Considerate esclusivamente dal punto di vista dei risultati ottenuti a
livello dell’intero Paese, le elezioni amministrative svoltesi domenica in
Romania sono state un successo per il PNL, il principale partito della Destra.
Con il 32-33%, i liberali hanno ottenuto solo il 5% in meno rispetto al
vincitore, il PSD. Una posizione che permetterebbe loro di affrontare con
fiducia le politiche previste in autunno.

La politica romena dopo le elezioni amministrative
La politica romena dopo le elezioni amministrative

, 09.06.2016, 16:48

Considerate esclusivamente dal punto di vista dei risultati ottenuti a
livello dell’intero Paese, le elezioni amministrative svoltesi domenica in
Romania sono state un successo per il PNL, il principale partito della Destra.
Con il 32-33%, i liberali hanno ottenuto solo il 5% in meno rispetto al
vincitore, il PSD. Una posizione che permetterebbe loro di affrontare con
fiducia le politiche previste in autunno.

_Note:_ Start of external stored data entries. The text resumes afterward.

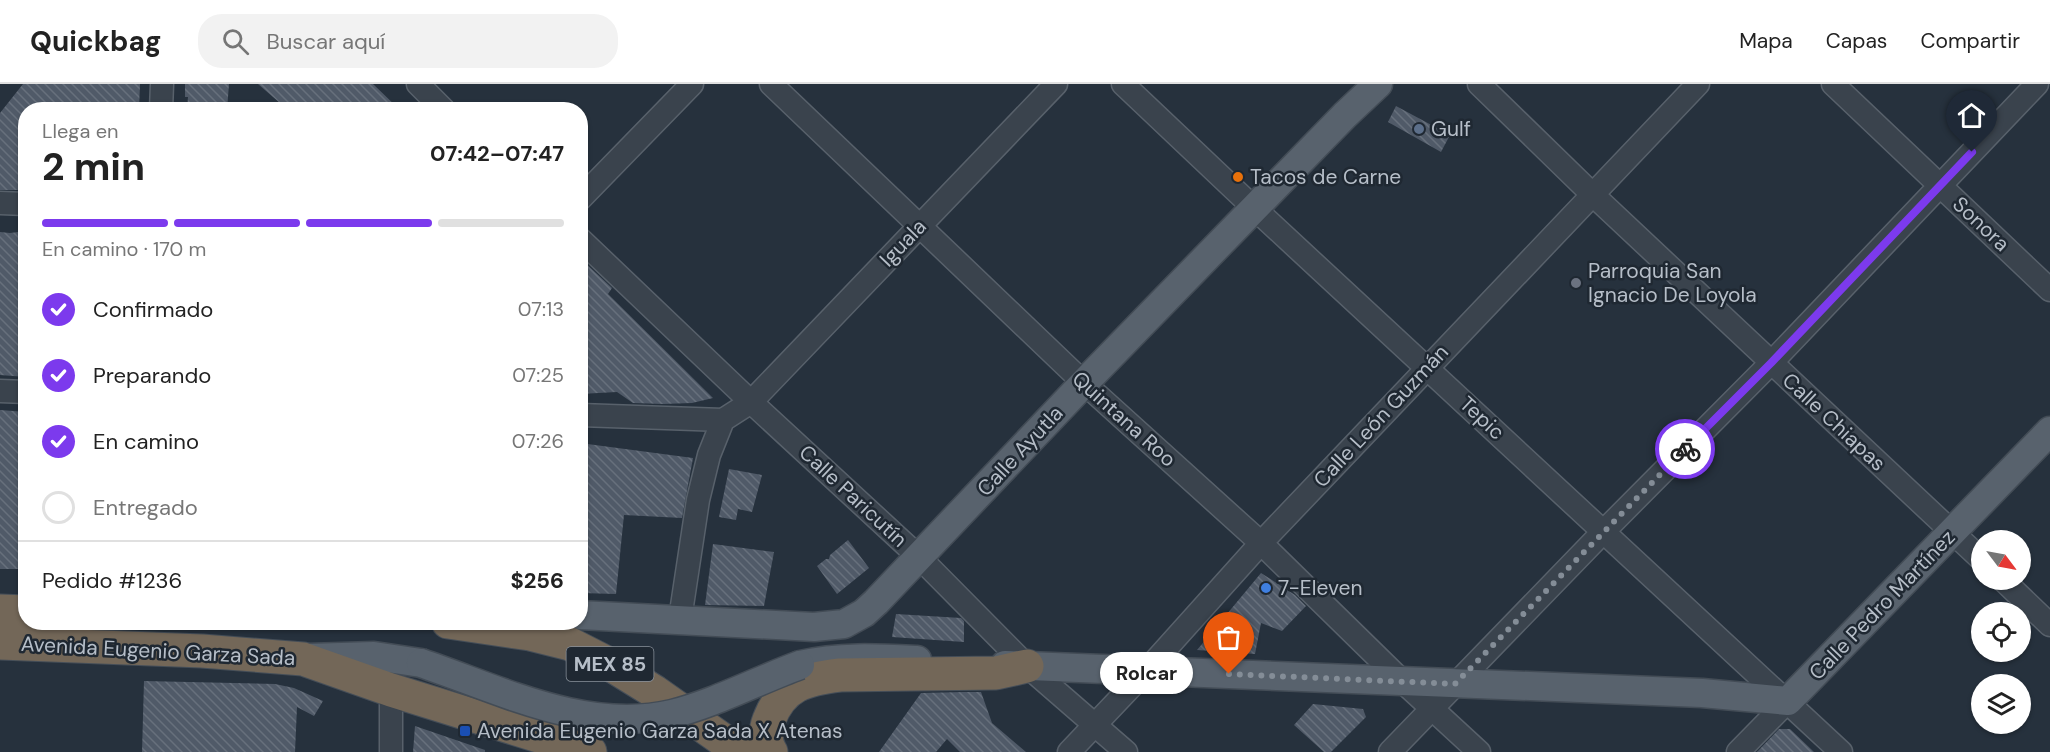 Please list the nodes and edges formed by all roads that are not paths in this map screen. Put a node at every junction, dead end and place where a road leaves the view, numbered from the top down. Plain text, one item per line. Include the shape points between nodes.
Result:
1 (162, 84) edge
2 (418, 84) edge
3 (692, 84) edge
4 (771, 84) edge
5 (1056, 84) edge
6 (1124, 84) edge
7 (1378, 84) edge
8 (1479, 84) edge
9 (1698, 84) edge
10 (1833, 84) edge
11 (2037, 84) edge
12 (161, 102) edge
13 (436, 102) edge
14 (1939, 185) junction
15 (588, 191) edge
16 (1592, 194) junction
17 (0, 202) edge
18 (18, 203) edge
19 (1254, 208) junction
20 (919, 225) junction
21 (588, 247) edge
22 (2050, 290) edge
23 (1771, 363) junction
24 (1427, 367) junction
25 (1084, 383) junction
26 (0, 391) edge
27 (18, 392) edge
28 (751, 402) junction
29 (588, 415) edge
30 (723, 420) junction
31 (2050, 431) edge
32 (1604, 531) junction
33 (1952, 532) junction
34 (1261, 543) junction
35 (1971, 550) edge
36 (920, 558) junction
37 (2013, 590) edge
38 (0, 612) edge
39 (18, 612) edge
40 (588, 615) edge
41 (680, 619) junction
42 (2050, 625) edge
43 (501, 630) edge
44 (0, 643) edge
45 (303, 659) junction
46 (1027, 666) junction
47 (1146, 671) junction
48 (1761, 676) junction
49 (1402, 681) junction
50 (1455, 684) junction
51 (391, 690) junction
52 (1653, 692) junction
53 (1788, 701) junction
54 (1432, 708) junction
55 (1095, 724) junction
56 (569, 748) edge
57 (391, 752) edge
58 (740, 752) edge
59 (771, 752) edge
60 (1068, 752) edge
61 (1126, 752) edge
62 (1390, 752) edge
63 (1479, 752) edge
64 (1738, 752) edge
65 (1841, 752) edge

1 - 12 street
2 - 13 street
3 - 15 street
4 - 20 street, Quintana Roo
5 - 20 street, Iguala
6 - 19 street, Tepic
7 - 19 main road, Calle Ayutla
8 - 16 street, Calle Chiapas
9 - 16 street, Calle León Guzmán
10 - 14 street, Sonora
11 - 14 street
14 - 22 street, Sonora
14 - 23 street
16 - 23 street, Calle Chiapas
16 - 24 street, Calle León Guzmán
17 - 18 street
19 - 24 street, Tepic
19 - 25 main road, Calle Ayutla
20 - 25 street, Quintana Roo
20 - 28 street, Iguala
21 - 28 street, Calle Paricutín
23 - 32 street
23 - 33 street, Calle Chiapas
24 - 32 street, Tepic
24 - 34 street, Calle León Guzmán
25 - 34 street, Quintana Roo
25 - 36 main road, Calle Ayutla
26 - 27 street
28 - 30 street, Iguala
28 - 36 street, Calle Paricutín
29 - 30 street
30 - 41 street via 698,500
31 - 33 main road, Calle Pedro Martínez
32 - 48 street, Tepic
32 - 50 street
33 - 35 street, Calle Chiapas
33 - 53 main road, Calle Pedro Martínez
34 - 47 street, Calle León Guzmán
34 - 49 street, Quintana Roo
36 - 41 main road, Calle Ayutla via 864,614 844,624 814,627
36 - 46 street, Calle Paricutín
37 - 42 street
38 - 39 highway, Avenida Eugenio Garza Sada
40 - 41 main road, Calle Ayutla
43 - 58 highway, MEX 85 via 549,638 587,652 655,692
44 - 45 highway, Avenida Eugenio Garza Sada
45 - 46 main road, bridge via 374,656 421,663 555,708 615,720 674,714 800,665 829,659 861,657
45 - 51 highway, Avenida Eugenio Garza Sada
46 - 47 main road
46 - 55 street, Calle Paricutín
46 - 59 highway via 996,673 840,675 801,683 787,691 772,711 766,736
47 - 49 main road
47 - 55 street, Calle León Guzmán
48 - 52 main road via 1754,684 1671,680
48 - 53 street, Tepic
49 - 50 main road
49 - 54 street, Quintana Roo
50 - 52 main road
50 - 54 street
51 - 56 highway, Avenida Eugenio Garza Sada
51 - 57 street
52 - 53 main road
53 - 64 street, Calle Pedro Martínez
53 - 65 street, Tepic
54 - 62 street
54 - 63 street, Quintana Roo
55 - 60 street, Calle León Guzmán
55 - 61 street, Calle Paricutín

La prospettiva cambia radicalmente quando viene analizzato il risultato
ottenuto a Bucarest. Nella capitale, in passato una roccaforte della Destra
liberale, il PSD si è aggiudicato tutto – la carica di sindaco generale, quelle
di sindaci dei sei rioni della città, i consigli locali dei rioni e il
consiglio generale del municipio. E minaccia di imporre tutte le decisioni
volute, senza che gli si opponga alcuna forza politica, grazie all’alleanza con
la dissidenza liberale ALDE. Ciò che preoccupa il PNL non è solo il risultato,
definito all’unanimità dai commentatori un disastro, ma il fatto che questo
partito rischia di non rappresentare più un’alternativa al PSD.




Nella capitale, questo statuto è rivendicato dopo le amministrative
dall’Unione Salvate Bucarest, una ex ONG trasformata in partito. L’USB, con il
suo tenace leader Nicuşor Dan e i professionisti onesti che ha promosso, si
annuncia capace di rispondere alle esigenze di integrità di quel settore di
elettorato istruito e deciso di non tollerare la corruzione e l’incompetenza
dei partiti tradizionali. Il messaggio trasmesso da questo elettorato al PNL è
chiaro: o si sottopone ad un cambiamento profondo di mentalità e approccio,
oppure rischia di smantellarsi e scomparire, de facto, così come è successo al
Partito Nazionale dei Contadini Democristiani – PNŢCD – il principale partito
al governo alla fine degli anni 90 e oggi extraparlamentare.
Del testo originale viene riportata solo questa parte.